Is Flanagan trying to fool her publishers, her readers, or is she fooling herself with this at-home mother shtick? It's really hard to tell. Lots of feminist writers have rebuked big-name editors for giving the anti-feminist Flanagan such great perches -- the New Yorker, the Atlantic, and now a hyped book. I don't usually bother second-guessing other editors. But it's hard not to agree with Daphne Merkin, who told Abraham she thinks Flanagan is the brainy-mag "it girl" of the moment (and, yes, apparently there can only be one) because she's a "throwback to a less threatening, more reassuring kind of woman writer," one who has infinite sympathy for the troubles -- "call it the 'ache,'" Merkin told Abraham slyly -- of being a man.

But rather than inspiring criticism of male editors for advancing Flanagan's career, "To Hell With All That" invites a different kind of editor rebuke: Some editor, somewhere, should have protected the mixed-up essayist from many things in this book, but particularly for congratulating herself on being the type of woman whose husband treats her well while she has cancer. Bad things do happen to good people, as well as to bad people, to feminists and anti-feminists, to women who forgo careers for their families as well as women who just pretend to. Flanagan's book is a sad and scary fable about fear of abandonment, and its supposed happy ending really isn't one.



This whole feminisms vs. patriarchy (don't dress it up nice for church by calling it 'tradition' -- tradition is turkey at Thanksgiving and eggs at Easter and wine with Dionysus and colorful dresses for your wedding day, traditions come and go baby -- patriarchy is a deeply embedded socio-mytho-sexu-econo-political structure that needs to change, and if it were JUST TRADITION, we would really live in a post-feminist world, jeeeeez) would be a LOT easier to talk about and work on and explore if writers (all of us) would just get real about the actual conditions of our lives and stop trying to sell Martha Stewart Brand Fakery to the public.
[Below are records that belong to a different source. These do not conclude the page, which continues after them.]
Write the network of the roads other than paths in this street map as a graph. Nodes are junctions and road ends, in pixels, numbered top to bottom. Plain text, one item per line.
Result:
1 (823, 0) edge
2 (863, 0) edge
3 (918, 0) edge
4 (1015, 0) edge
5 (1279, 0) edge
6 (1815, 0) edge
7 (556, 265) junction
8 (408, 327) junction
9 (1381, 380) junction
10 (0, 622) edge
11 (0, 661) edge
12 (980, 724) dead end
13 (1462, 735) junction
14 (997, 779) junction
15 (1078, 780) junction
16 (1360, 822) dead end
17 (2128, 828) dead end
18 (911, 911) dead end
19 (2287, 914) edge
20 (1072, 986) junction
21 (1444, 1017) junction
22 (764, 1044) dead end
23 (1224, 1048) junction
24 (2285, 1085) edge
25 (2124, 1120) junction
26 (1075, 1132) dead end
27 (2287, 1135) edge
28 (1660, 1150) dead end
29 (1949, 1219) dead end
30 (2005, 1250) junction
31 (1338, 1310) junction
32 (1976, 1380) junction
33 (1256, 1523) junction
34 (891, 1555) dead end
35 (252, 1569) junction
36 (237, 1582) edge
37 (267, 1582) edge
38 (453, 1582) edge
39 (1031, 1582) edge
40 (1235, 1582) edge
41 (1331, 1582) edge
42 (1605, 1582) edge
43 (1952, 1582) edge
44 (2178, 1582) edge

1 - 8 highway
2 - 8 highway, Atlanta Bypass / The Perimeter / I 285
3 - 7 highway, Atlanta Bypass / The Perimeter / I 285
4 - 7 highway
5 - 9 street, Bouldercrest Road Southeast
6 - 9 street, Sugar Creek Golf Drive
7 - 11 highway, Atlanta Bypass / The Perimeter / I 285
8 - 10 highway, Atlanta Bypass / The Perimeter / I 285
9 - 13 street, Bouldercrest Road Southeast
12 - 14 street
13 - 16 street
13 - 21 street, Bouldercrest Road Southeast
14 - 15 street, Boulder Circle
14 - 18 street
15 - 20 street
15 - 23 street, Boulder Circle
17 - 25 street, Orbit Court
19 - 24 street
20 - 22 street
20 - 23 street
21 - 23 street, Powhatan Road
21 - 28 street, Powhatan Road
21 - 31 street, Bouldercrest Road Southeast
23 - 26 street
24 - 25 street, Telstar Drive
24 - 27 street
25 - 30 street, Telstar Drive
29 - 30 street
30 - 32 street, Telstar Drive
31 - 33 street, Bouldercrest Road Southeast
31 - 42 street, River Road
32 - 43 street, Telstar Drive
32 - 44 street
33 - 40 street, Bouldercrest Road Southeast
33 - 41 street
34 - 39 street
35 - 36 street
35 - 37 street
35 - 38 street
Your life and your work are not the set and plot of a TV show. Stop it. Be real. Changing a culture is long, hard, scary work and it creates confusion. Have some patience, deal with your life clearly, stop blaming strangers for your misery. --- Shakti returns to her dais to hope and consider alternative futures.

There are serious issues to address at every level of society, culture, and human experience. Real feminist are serious about them, and these cheap-ass-wouldn't-pass-in-freshman-composition-course-badly-composed-fallacy-filled-writings-by-disengenuous-patriarch-petting-un-feminists (anti-feminists who won't cop to benefiting from feminism) are just soooooo tired. These gals really need to get off their pretty leashes. (Here, girl, sit, girl, wag for a treat, write for daddy, pass daddy's laws, yes, girl, there's a good girl, have a nice fat publishing contract/op ed column/seat in Congress/raise/spot on the Sunday talk circuit/&c., and then we'll take you out for a walk, yes we will.) Men and women of good heart and intention are trying to negotiate our way to a future that will be better for all of us --- where, for instance, Caitlin, women are not forced by "duty" to have sex in marriage when they don't want to, and imagine this hon, find that when not forced/expected they actually want to have sex more often. Have you forgotten/never known that martial rape was declared a crime until the 1970's (when what new social movement was in it's second wave???), and only just got declared so in Italy in the late 90s, and lets just not talk about less developed countries, shall we? the ones where your nannies come from. Nothing, dear woman, is less fun than having sex when you are not feelin' it, much less when it's forced on you. Funny how that can work. Now, if more men would learn about sex and sharing it well from something other than porn (say any one of the 'traditional' sexual texts from the East, 1000s of years old some of them), they would be more fun to fuck, and they would get fucked more often. And that might go a long way to changing a culture. Lysistrata in reverse: teach them good sex, give them lots of it, and build a new world while they're at it. Oh, yeh, that was Circe. I liked her too. --- Kali returns to her dais to calm down --- because it's just not time yet.